My first thought hearing Kellyanne Conway calling on Schiff to “resign today” for (get this) dishonesty, and reading Trump’s tweet demanding that Schiff step down, not as Intelligence Committee chairman, but from Congress altogether, was that the residents of his district who have overwhelmingly reelected him since 2000 might have something to say about that. Senior editorial writer Michael McGough says the Republicans calling on Schiff to resign are being disingenuous, but the chairman nonetheless has some explaining to do:

Schiff also — legitimately – has drawn a distinction between the evidence of collusion he referred to and a conclusion that there was evidence strong enough to justify a finding of criminality. As he put it on Twitter: “Mueller did not find sufficient evidence to establish conspiracy, notwithstanding Russian offers to help Trump’s campaign, their acceptance, and a litany of concealed interactions with Russia. I trust Mueller’s prosecutorial judgment, but the country must see the evidence.”

Republican calls for Schiff to step down ignore the distinction he drew; they can be dismissed as a partisan pile-on. And Schiff is right that it’s important that the actual Mueller report be made public so that we can evaluate whether his statements about collusion receive any support from its findings.

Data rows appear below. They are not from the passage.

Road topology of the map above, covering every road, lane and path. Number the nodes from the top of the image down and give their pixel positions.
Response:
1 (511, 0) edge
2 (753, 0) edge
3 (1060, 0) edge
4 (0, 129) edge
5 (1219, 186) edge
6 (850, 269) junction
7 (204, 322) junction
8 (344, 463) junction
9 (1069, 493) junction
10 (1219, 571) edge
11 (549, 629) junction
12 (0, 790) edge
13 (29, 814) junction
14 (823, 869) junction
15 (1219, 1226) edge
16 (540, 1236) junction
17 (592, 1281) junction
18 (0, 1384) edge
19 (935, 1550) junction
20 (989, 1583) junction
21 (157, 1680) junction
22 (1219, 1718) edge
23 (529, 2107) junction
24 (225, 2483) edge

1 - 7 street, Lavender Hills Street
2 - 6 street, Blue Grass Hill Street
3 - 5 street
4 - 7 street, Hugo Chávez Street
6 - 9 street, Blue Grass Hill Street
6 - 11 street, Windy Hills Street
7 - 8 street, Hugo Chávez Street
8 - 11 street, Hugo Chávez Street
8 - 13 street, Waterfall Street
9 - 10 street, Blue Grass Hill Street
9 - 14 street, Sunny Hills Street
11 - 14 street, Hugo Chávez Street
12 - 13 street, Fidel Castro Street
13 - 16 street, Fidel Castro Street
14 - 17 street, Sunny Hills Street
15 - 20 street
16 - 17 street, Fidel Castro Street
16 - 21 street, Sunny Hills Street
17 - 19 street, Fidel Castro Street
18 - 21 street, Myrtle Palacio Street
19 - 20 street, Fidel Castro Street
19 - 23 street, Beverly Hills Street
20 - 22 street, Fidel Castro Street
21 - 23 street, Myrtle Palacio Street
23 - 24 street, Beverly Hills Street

But at that point, Schiff needs to be forthcoming about what led him to assert that there was evidence of collusion and whether Mueller’s investigation has inspired any second thoughts.

We know some of what Schiff has in mind. In an interview with CNN last month, Schiff mentioned contacts between former national security advisor Michael Flynn and the Russian ambassador as well as the notorious Trump Tower meeting in June 2016 involving Trump associates (including campaign chairman Paul Manafort and Donald Trump Jr.) and a Russian lawyer who was expected to provide negative information about Hillary Clinton.

If there is more behind Schiff’s suggestions about collusion, he should say so – not to preserve his position as chairman of the Intelligence Committee, which isn’t in any jeopardy, but to demonstrate that he is willing to explain and, if necessary, modify his conclusions. That would make it at least somewhat more likely that he could win the backing of some Republicans for future investigations of the president and his administration.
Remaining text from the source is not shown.